Even with rents rising, apartment renters in the Denver metro area spend about 22% of their income on rent, which is below the statewide income share of 23%. A large influx of workers from pricier markets, some working remotely and dragging down higher wages, are better able to afford rising rents and the construction of luxury housing.
“Housing fundamentals are still strong,” Newell said. “There’s fear, but everything on paper says this is a great thing.”
Interest rates are rising sharply, causing more buyers to be pushed out of the market and kept for rent. And barring big savings in the tech sector, remote workers should continue to play the spread, earning San Francisco-level wages and Denver-level rents.
So why the fear? Developers are expected to bring about 15,000 apartments to market in the Denver metro area this year, but it looks like only 12,500 of them will be “absorbed” or occupied by new tenants. While the overall vacancy rate is a reasonable 4.75%, it should rise as these new units come onto the market.
This is where the view gets dicey. Metro Denver has 40,000 homes under construction and another 72,000 in the planning stages, Newell said.

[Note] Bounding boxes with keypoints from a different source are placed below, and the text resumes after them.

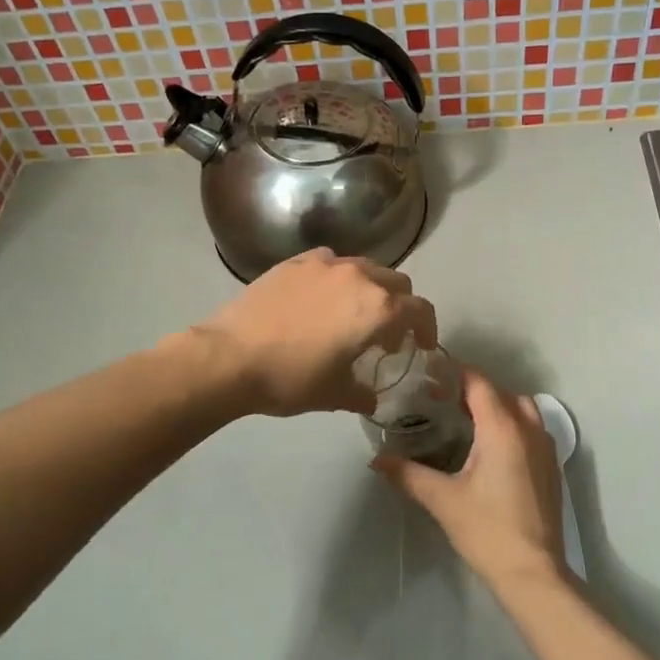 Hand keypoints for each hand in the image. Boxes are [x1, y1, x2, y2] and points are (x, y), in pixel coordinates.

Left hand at [188, 249, 437, 417]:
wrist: (232, 357)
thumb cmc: (291, 378)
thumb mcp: (335, 395)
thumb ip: (362, 394)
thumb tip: (370, 398)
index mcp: (378, 309)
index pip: (420, 310)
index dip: (427, 329)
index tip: (421, 346)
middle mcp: (358, 277)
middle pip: (396, 283)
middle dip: (400, 306)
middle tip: (387, 333)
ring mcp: (325, 264)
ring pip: (364, 268)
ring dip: (369, 289)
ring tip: (352, 313)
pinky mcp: (295, 261)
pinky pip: (329, 263)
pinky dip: (336, 278)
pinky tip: (320, 298)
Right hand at [372, 368, 567, 592]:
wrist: (532, 572)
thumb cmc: (486, 530)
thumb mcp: (442, 499)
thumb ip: (408, 474)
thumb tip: (376, 460)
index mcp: (502, 429)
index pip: (479, 383)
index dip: (454, 374)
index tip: (429, 376)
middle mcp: (529, 429)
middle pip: (500, 392)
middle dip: (472, 389)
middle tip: (439, 400)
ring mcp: (545, 448)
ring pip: (521, 409)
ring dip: (495, 405)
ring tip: (465, 420)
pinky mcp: (551, 467)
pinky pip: (531, 429)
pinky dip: (511, 424)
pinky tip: (488, 447) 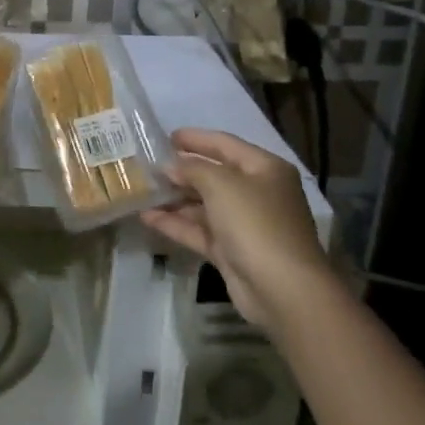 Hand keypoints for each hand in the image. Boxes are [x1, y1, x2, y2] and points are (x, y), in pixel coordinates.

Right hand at [140, 129, 331, 330]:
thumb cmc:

Developers are looking to put 112,000 homes on the market, and there are concerns if the market can accommodate that, especially if people stop moving to Denver like they’ve done over the past decade.
Much of this new housing development is concentrated in the central business district, where vacancy rates already appear to be in the 7.5% range.
This new supply accounts for about a quarter of the existing housing stock, Newell said. And while some projects may be canceled, the housing shortage in the Denver metro area could quickly turn into a housing glut if developers’ projections don’t materialize.